(Source records)
# # # # #

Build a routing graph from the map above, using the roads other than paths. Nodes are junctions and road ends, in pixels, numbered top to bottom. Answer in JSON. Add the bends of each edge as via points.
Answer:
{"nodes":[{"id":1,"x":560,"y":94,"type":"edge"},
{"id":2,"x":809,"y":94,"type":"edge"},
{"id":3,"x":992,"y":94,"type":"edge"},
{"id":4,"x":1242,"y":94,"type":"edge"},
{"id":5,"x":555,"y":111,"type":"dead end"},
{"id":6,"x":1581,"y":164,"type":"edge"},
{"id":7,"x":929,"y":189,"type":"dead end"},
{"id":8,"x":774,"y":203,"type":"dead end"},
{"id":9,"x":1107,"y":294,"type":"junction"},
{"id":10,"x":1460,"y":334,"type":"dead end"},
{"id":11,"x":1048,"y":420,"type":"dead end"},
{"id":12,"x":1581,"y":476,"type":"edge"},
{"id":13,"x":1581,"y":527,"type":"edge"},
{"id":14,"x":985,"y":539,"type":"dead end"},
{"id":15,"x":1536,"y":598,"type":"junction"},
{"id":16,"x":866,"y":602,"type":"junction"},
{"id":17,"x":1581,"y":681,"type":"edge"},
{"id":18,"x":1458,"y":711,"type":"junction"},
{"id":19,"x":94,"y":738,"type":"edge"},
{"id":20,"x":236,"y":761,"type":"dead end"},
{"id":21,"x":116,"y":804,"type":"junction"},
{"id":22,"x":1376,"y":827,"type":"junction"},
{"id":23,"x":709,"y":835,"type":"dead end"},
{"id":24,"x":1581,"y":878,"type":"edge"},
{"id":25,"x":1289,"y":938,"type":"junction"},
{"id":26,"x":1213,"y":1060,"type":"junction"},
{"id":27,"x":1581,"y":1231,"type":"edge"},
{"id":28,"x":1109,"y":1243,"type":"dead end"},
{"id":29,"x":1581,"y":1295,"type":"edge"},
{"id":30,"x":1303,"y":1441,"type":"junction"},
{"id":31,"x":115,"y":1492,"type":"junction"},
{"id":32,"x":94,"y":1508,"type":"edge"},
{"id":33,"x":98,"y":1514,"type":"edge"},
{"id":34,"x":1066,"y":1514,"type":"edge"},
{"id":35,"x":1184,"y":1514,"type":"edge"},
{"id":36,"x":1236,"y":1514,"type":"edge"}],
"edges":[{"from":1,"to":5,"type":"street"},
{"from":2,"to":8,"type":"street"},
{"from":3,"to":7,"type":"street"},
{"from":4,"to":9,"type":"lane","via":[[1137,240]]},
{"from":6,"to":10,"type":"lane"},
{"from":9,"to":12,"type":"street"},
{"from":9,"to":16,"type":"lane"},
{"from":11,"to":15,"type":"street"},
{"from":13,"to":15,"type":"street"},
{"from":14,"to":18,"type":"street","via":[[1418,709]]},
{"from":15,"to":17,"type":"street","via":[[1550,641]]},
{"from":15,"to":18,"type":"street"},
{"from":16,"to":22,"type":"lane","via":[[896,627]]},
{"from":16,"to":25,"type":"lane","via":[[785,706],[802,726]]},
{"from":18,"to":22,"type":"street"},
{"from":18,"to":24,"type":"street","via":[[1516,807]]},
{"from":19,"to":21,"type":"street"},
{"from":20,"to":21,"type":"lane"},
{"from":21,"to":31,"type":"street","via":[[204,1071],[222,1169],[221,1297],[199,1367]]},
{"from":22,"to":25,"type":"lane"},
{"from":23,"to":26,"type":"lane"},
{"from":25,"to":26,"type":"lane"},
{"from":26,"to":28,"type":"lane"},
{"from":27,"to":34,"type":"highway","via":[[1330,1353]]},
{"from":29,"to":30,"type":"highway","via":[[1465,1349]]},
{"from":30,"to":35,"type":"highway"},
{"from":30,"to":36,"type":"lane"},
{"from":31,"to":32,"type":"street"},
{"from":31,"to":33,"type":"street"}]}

# # # # #

● **WHAT IS BEING ASKED**: Transcribe each record exactly. Leave nothing out.

● **ANSWER SECTION**:
Build a routing graph from the map above, using the roads other than paths. Nodes are junctions and road ends, in pixels, numbered top to bottom. Answer in JSON. Add the bends of each edge as via points.
Answer:
{"nodes":[{"id":1,"x":560,"y":94,"type":"edge"},
{"id":2,"x":809,"y":94,"type":"edge"},
{"id":3,"x":992,"y":94,"type":"edge"},
{"id":4,"x":1242,"y":94,"type":"edge"},
{"id":5,"x":555,"y":111,"type":"dead end"},
{"id":6,"x":1581,"y":164,"type":"edge"},
{"id":7,"x":929,"y":189,"type":"dead end"},
{"id":8,"x":774,"y":203,"type":"dead end"},
{"id":9,"x":1107,"y":294,"type":"junction"},
{"id":10,"x":1460,"y":334,"type":"dead end"},
{"id":11,"x":1048,"y":420,"type":"dead end"},
{"id":12,"x":1581,"y":476,"type":"edge"},
{"id":13,"x":1581,"y":527,"type":"edge"},
{"id":14,"x":985,"y":539,"type":"dead end"},
{"id":15,"x":1536,"y":598,"type":"junction"},
{"id":16,"x":866,"y":602,"type":"junction"},
{"id":17,"x":1581,"y":681,"type":"edge"},
{"id":18,"x":1458,"y":711,"type":"junction"},
{"id":19,"x":94,"y":738,"type":"edge"},
{"id":20,"x":236,"y":761,"type":"dead end"},
{"id":21,"x":116,"y":804,"type":"junction"},
{"id":22,"x":1376,"y":827,"type":"junction"},
{"id":23,"x":709,"y":835,"type":"dead end"},
{"id":24,"x":1581,"y":878,"type":"edge"},
{"id":25,"x":1289,"y":938,"type":"junction"},
{"id":26,"x":1213,"y":1060,"type":"junction"},
{"id":27,"x":1581,"y":1231,"type":"edge"},
{"id":28,"x":1109,"y":1243,"type":"dead end"},
{"id":29,"x":1581,"y":1295,"type":"edge"},
{"id":30,"x":1303,"y":1441,"type":"junction"},
{"id":31,"x":115,"y":1492,"type":"junction"},
{"id":32,"x":94,"y":1508,"type":"edge"},
{"id":33,"x":98,"y":1514,"type":"edge"},
{"id":34,"x":1066,"y":1514,"type":"edge"},
{"id":35,"x":1184,"y":1514,"type":"edge"},
{"id":36,"x":1236,"y":1514,"type":"edge"}],
"edges":[{"from":1,"to":5,"type":"street"},
{"from":2,"to":8,"type":"street"},
{"from":3,"to":7,"type":"street"},
{"from":4,"to":9,"type":"lane","via":[[1137,240]]},
{"from":6,"to":10,"type":"lane"},
{"from":9,"to":12,"type":"street"},
{"from":9,"to":16,"type":"lane"},
{"from":11,"to":15,"type":"street"},
{"from":13,"to":15,"type":"street"},
{"from":14,"to":18,"type":"street","via":[[1418,709]]},
{"from":15,"to":17,"type":"street","via":[[1550,641]]},
{"from":15,"to":18,"type":"street"},
{"from":16,"to":22,"type":"lane","via":[[896,627]]},
{"from":16,"to":25,"type":"lane","via":[[785,706],[802,726]]},
{"from":18,"to":22,"type":"street"},
{"from":18,"to":24,"type":"street","via":[[1516,807]]},
{"from":19,"to":21,"type":"street"},
{"from":20,"to":21,"type":"lane"},
{"from":21,"to":31,"type":"street","via":[[204,1071],[222,1169],[221,1297],[199,1367]]},
{"from":22,"to":25,"type":"lane"},
{"from":23,"to":26,"type":"lane"},
{"from":25,"to":26,"type":"lane"},
{"from":26,"to":28,"type":"lane"},
{"from":27,"to":34,"type":"highway","via":[[1330,1353]]},
{"from":29,"to":30,"type":"highway","via":[[1465,1349]]},
{"from":30,"to":35,"type":"highway"},
{"from":30,"to":36,"type":"lane"},
{"from":31,"to":32,"type":"street"},
{"from":31,"to":33,"type":"street"}]}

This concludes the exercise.